December 28th, 2019 8:45 PM

Liberals are breaking out in flop sweat that impeachment is going to backfire and that Donald Trump will be re-elected in November. So if you need someone to shake you out of your fears, there's always pseudo-conservative David Brooks of The New York Times. On the Friday "Week in Politics" segment on NPR's All Things Considered, he said Democrats are "crazy" to think Trump can win again. 

Brooks was matched with red-hot race-hustler Jason Johnson of The Root, who insisted the biggest issue of 2020 would be "voter protection and voter suppression." Republicans are always suppressing the minority vote in this conspiracy theory, and Johnson said " the popular will will not be represented in next fall's election unless the Democratic Party and well-meaning Republicans and state officials take voter suppression and voter ID seriously."

The "popular will" equals a Trump loss. They've believed that since 2016.

AILSA CHANG: David, do you agree with that, that if election security, election integrity are preserved, that we would see Donald Trump out of the office of the presidency?

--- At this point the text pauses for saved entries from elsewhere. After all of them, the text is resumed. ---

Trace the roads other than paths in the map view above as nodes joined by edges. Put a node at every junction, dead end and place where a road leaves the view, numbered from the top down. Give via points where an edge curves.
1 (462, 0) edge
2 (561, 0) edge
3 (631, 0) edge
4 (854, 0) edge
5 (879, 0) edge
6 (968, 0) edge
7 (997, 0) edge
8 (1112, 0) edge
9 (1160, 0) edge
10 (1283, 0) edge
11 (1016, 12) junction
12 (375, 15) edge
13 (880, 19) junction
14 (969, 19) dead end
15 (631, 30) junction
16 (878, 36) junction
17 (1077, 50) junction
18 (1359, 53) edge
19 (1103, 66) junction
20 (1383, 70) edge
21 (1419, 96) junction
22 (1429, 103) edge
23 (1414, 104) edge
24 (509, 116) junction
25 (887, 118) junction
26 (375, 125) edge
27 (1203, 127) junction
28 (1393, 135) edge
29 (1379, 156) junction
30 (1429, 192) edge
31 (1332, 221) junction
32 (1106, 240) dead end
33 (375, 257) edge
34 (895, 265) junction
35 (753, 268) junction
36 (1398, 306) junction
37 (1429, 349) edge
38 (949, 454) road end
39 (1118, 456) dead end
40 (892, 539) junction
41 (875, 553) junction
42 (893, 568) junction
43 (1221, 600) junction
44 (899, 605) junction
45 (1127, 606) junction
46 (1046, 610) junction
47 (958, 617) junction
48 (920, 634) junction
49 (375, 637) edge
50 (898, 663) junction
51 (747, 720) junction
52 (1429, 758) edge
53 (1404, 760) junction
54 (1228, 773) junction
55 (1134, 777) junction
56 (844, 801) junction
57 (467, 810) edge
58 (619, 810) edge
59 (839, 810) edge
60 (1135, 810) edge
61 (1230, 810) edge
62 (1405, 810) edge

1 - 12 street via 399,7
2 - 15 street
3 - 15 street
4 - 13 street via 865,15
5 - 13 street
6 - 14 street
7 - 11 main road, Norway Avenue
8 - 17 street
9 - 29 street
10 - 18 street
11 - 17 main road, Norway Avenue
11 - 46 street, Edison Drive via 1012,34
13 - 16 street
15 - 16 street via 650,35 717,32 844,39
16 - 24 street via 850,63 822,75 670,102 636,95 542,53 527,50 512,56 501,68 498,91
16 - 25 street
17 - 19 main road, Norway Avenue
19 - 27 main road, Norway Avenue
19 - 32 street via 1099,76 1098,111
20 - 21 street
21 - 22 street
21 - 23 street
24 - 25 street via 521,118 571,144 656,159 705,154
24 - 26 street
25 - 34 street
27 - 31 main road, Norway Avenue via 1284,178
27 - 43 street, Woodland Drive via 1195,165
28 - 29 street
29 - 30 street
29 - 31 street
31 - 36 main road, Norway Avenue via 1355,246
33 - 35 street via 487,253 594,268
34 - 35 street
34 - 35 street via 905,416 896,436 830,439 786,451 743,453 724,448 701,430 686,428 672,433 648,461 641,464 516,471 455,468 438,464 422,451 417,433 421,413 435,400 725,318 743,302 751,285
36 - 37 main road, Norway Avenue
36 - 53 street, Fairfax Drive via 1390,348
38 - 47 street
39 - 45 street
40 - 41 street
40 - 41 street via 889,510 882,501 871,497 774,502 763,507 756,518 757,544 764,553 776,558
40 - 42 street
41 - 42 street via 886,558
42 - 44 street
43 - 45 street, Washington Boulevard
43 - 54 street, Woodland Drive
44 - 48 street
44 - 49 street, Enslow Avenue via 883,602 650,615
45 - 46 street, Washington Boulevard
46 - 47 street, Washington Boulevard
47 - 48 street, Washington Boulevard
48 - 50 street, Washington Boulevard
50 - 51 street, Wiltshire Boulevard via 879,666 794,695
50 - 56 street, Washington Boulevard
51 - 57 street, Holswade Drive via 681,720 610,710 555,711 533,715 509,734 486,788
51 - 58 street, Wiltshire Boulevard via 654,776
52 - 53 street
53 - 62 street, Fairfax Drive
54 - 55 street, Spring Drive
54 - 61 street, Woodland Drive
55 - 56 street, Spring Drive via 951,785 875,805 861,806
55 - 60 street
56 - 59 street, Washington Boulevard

DAVID BROOKS: I think that'll happen either way. You know, I think, you know, I keep having Democratic politicians come up to me say, secretly, you know, I think Trump is going to win this. I think they're crazy. I mean, since 2016, since Trump was elected, there have been 300 elections around the country - governorships, House races. Republicans have done terribly in pretty much all them. They've lost 10 governorships. They've lost their House majority.

They're just -- the voters want to move on…. there's going to be a fundamental restructuring of the Republican Party. And that'll be the big story of 2020.

The two pundits were asked what was the "most underappreciated political story of 2019." Brooks said "everything happened and nothing changed, that we had all these events -- impeachment, Mueller, everything, 51 weeks of news-packed weeks....And we're exactly where we were a year ago. Trump's approvals are basically the same."

So how does he think this matches with Trump losing ignominiously and the GOP fundamentally restructuring? 

Johnson picked the news that Trump was denounced as a racist for tweeting "go home" about Ilhan Omar and Rashida Tlaib and AOC: 

JOHNSON: I think one of the most underreported stories this year was back in July, when the House had a resolution to basically say the president of the United States is a racist. That's not a small thing....

The president of the United States, the majority of the public never wanted him, right? I mean, he lost the popular vote. But for this to no longer be a discussion of virtue signalling by white liberals, OK, maybe he's a bigot, but for an entire House of government to say this is a problem, I think that's significant. And I think that sort of thing can't be discussed enough.